Requirement. Keep only the lines of the data below that contain "nodes", and copy them.

Exercise materials.
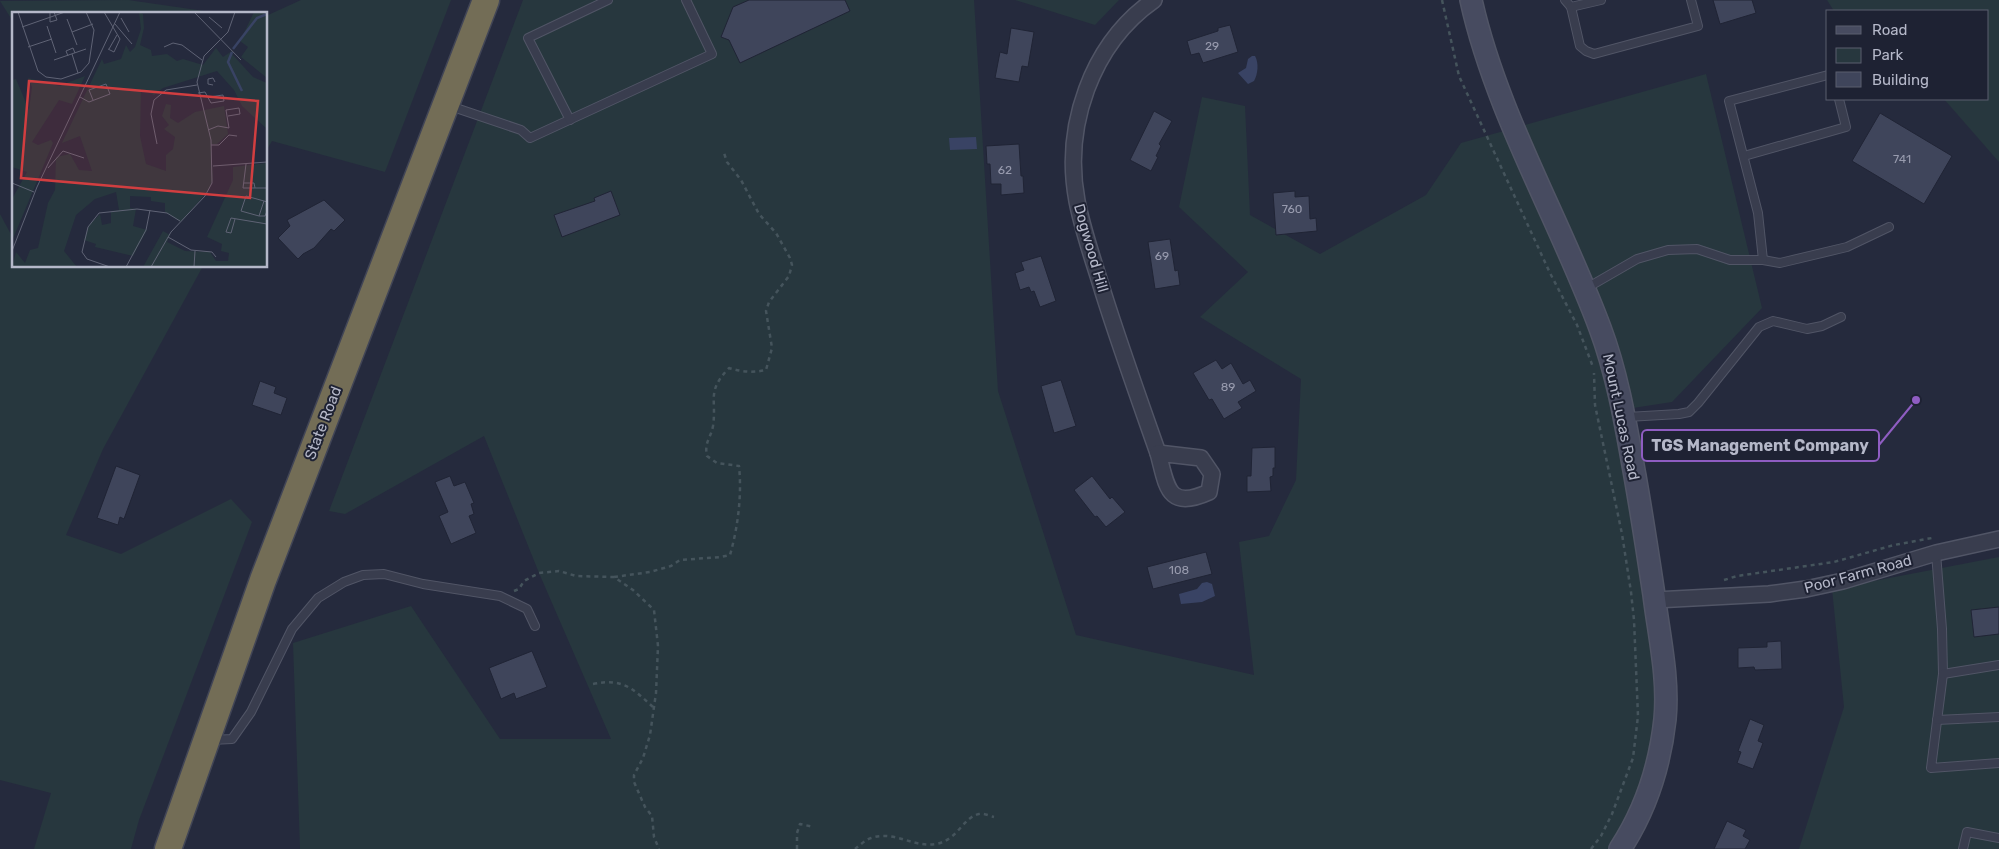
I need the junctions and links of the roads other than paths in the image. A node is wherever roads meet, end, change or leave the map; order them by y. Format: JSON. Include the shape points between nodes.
{"nodes":[{"id":1,"x":486,"y":0,"type":"edge"},
{"id":2,"x":608,"y":0,"type":"edge"},
{"id":3,"x":686,"y":0,"type":"edge"},
{"id":4,"x":1154,"y":0,"type":"edge"},
{"id":5,"x":1471,"y":0,"type":"edge"},
{"id":6,"x":1565,"y":0,"type":"edge"},
{"id":7,"x":1601,"y":0,"type":"edge"},
{"id":8,"x":1691,"y":0,"type":"edge"},
{"id":9,"x":1571,"y":7,"type":"junction"},
{"id":10,"x":1826,"y":76,"type":"edge"},
{"id":11,"x":1839,"y":100,"type":"edge"},
{"id":12,"x":446,"y":104,"type":"junction"},
{"id":13,"x":570,"y":120,"type":"junction"},
{"id":14,"x":1744,"y":156,"type":"junction"},
{"id":15,"x":1889,"y":227,"type":"dead end"},
{"id":16,"x":1763,"y":260,"type":"junction"},
{"id":17,"x":1584,"y":290,"type":"junction"},
{"id":18,"x":1841,"y":317,"type":"dead end"},
{"id":19,"x":1625,"y":418,"type":"junction"},
{"id":20,"x":1158,"y":453,"type":"dead end"},
{"id":21,"x":1999,"y":539,"type":"edge"},
{"id":22,"x":1936,"y":553,"type":"junction"},
{"id":23,"x":1655,"y":600,"type":"junction"},
{"id":24,"x":535,"y":626,"type":"dead end"},
{"id":25,"x":1999,"y":665,"type":"edge"},
{"id":26,"x":1943,"y":674,"type":"junction"},
{"id":27,"x":1999,"y":717,"type":"edge"},
{"id":28,"x":1938,"y":720,"type":"junction"},
{"id":29,"x":206,"y":740,"type":"junction"},
{"id":30,"x":1999,"y":763,"type":"edge"},
{"id":31,"x":1999,"y":838,"type":"edge"},
{"id":32,"x":168,"y":849,"type":"edge"},
{"id":33,"x":1620,"y":849,"type":"edge"},
{"id":34,"x":1963,"y":849,"type":"edge"}],
"edges":[{"from":1,"to":12,"type":"highway","name":"State Road"},
{"from":2,"to":13,"type":"lane","via":[[528,38]]},
{"from":3,"to":13,"type":"lane","via":[[712,54]]},
{"from":4,"to":20,"type":"street","name":"Dogwood Hill","via":[[1126,24],[1095,68],[1079,113],[1074,170],[1083,227],[1123,356]]},
{"from":5,"to":17,"type":"street","name":"Mount Lucas Road","via":[[1494,78]]},
{"from":6,"to":9,"type":"lane"},
{"from":7,"to":9,"type":"lane"},
{"from":8,"to":9,"type":"lane","via":[[1698,26],[1594,54],[1580,46]]},
{"from":10,"to":14,"type":"lane","via":[[1729,100]]},
{"from":11,"to":14,"type":"lane","via":[[1846,127]]},
{"from":12,"to":13,"type":"lane","via":[[521,130],[530,138]]},
{"from":12,"to":29,"type":"highway","name":"State Road","via":[[263,580]]},
{"from":14,"to":16,"type":"lane","via":[[1758,213]]},
{"from":15,"to":16,"type":"lane","via":[[1847,247],[1780,263]]},
{"from":16,"to":17,"type":"lane","via":[[1730,260],[1697,249],[1668,250],[1637,259]]},
{"from":17,"to":19,"type":"street","name":"Mount Lucas Road","via":[[1603,337]]},
{"from":18,"to":19,"type":"lane","via":[[1807,329],[1773,321],[1759,327],[1688,412]]},
{"from":19,"to":23,"type":"street","name":"Mount Lucas Road"},
{"from":21,"to":22,"type":"street","name":"Poor Farm Road"},
{"from":22,"to":23,"type":"street","name":"Poor Farm Road","via":[[1806,589]]},
{"from":22,"to":26,"type":"lane"},
{"from":23,"to":33,"type":"street","name":"Mount Lucas Road","via":[[1666,683],[1665,719],[1653,779],[1640,813]]},
{"from":24,"to":29,"type":"lane","via":[[527,609],[500,596],[423,584],[384,574],[363,575],[318,598],[292,629],[251,712],[232,739]]},
{"from":25,"to":26,"type":"lane"},
{"from":26,"to":28,"type":"lane"},
{"from":27,"to":28,"type":"lane"},
{"from":28,"to":30,"type":"lane","via":[[1931,768]]},
{"from":29,"to":32,"type":"highway","name":"State Road"},
{"from":31,"to":34,"type":"lane","via":[[1967,832]]}]}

Task output.
I need the junctions and links of the roads other than paths in the image. A node is wherever roads meet, end, change or leave the map; order them by y. Format: JSON. Include the shape points between nodes.
{"nodes":[{"id":1,"x":486,"y":0,"type":"edge"},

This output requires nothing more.